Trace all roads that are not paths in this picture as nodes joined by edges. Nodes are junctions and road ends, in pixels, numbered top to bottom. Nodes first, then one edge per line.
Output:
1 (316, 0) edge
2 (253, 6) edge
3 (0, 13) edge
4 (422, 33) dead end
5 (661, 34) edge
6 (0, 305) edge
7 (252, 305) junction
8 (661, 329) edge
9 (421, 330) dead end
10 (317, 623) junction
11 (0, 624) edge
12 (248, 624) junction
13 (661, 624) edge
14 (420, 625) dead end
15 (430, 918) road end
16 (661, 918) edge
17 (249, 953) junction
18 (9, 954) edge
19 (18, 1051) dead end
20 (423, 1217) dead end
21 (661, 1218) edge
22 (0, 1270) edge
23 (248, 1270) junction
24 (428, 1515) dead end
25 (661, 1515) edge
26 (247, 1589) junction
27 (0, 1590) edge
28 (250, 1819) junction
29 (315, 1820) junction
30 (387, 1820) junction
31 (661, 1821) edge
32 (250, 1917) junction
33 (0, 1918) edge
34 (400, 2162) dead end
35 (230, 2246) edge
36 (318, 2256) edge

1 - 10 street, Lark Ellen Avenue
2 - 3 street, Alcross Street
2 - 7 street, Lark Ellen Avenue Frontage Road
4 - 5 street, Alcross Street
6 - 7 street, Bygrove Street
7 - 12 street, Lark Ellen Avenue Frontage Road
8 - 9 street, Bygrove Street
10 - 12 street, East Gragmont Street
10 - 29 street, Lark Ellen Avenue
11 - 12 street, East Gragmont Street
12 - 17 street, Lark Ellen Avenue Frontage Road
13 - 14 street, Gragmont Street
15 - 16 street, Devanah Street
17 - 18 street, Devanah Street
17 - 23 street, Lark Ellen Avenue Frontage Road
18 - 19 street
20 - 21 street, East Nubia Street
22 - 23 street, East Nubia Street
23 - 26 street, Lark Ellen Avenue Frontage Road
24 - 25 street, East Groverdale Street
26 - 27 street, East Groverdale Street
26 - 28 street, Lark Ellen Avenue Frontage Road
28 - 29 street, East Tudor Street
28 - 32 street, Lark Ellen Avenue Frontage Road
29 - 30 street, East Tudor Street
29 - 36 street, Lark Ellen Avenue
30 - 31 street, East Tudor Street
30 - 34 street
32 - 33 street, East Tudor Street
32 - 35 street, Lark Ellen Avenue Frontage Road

+ + +

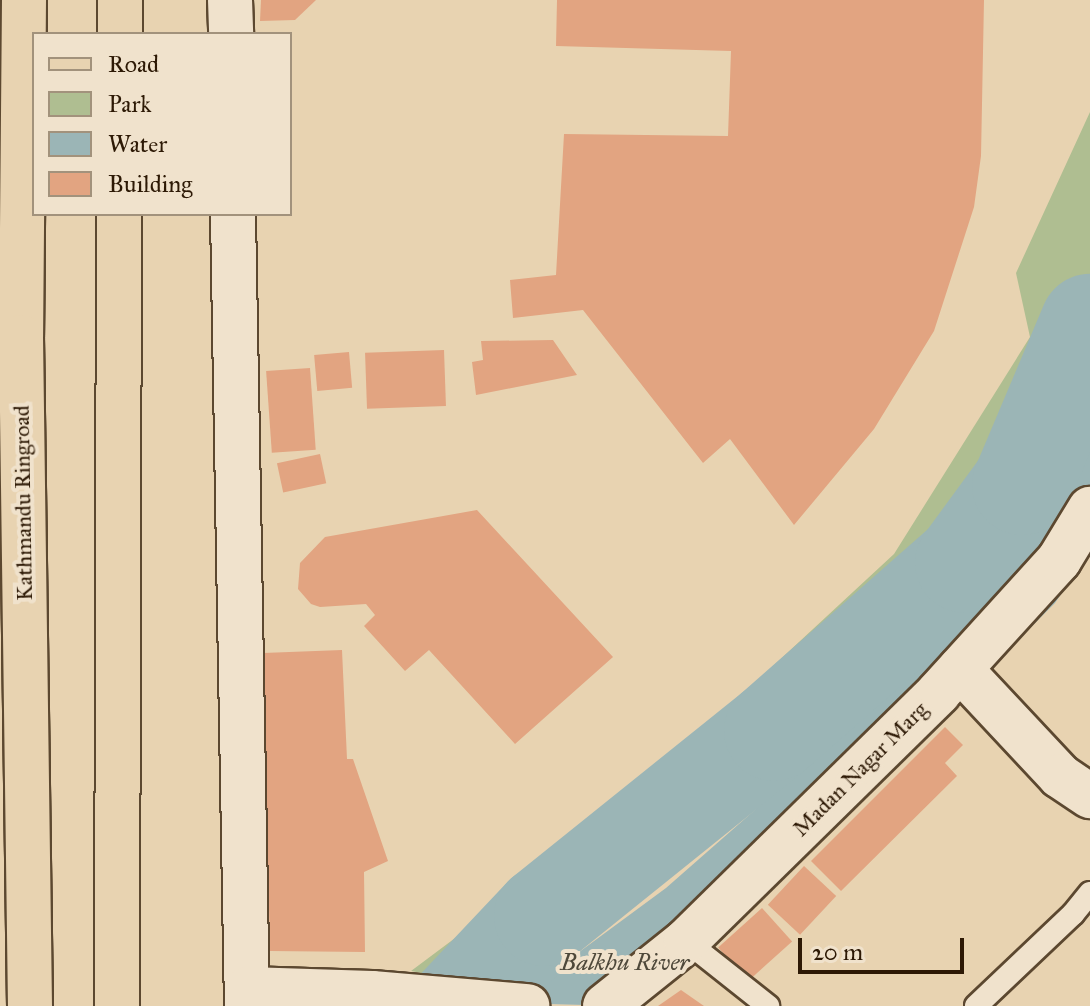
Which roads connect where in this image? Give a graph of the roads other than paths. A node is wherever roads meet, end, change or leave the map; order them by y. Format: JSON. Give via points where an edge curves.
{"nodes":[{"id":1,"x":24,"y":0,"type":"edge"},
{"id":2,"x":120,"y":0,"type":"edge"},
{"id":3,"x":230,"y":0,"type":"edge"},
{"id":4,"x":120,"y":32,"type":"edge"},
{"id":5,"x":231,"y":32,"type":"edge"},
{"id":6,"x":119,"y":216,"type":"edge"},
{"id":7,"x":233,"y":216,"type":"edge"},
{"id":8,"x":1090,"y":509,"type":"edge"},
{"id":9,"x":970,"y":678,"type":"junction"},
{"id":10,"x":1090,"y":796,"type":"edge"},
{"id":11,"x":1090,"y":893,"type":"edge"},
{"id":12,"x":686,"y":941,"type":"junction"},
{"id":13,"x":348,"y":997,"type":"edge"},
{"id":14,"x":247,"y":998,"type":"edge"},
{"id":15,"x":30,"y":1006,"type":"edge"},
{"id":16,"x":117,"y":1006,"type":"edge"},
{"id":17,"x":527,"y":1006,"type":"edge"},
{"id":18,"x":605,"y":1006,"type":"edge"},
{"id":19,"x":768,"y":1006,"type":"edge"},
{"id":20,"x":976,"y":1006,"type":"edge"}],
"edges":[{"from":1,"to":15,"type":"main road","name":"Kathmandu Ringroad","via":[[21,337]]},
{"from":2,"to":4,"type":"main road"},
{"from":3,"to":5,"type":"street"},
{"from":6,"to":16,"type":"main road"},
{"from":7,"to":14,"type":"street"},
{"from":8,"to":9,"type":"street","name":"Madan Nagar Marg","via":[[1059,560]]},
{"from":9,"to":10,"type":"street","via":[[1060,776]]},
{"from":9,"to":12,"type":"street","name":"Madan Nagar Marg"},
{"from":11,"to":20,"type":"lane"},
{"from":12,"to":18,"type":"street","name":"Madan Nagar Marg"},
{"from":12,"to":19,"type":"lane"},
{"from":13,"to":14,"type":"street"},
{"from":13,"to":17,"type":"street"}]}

+ + +

TASK DETAILS:
Your answer should be one number: how many lines in the preceding listing hold "Gragmont".

OUTPUT OF THE TASK:
3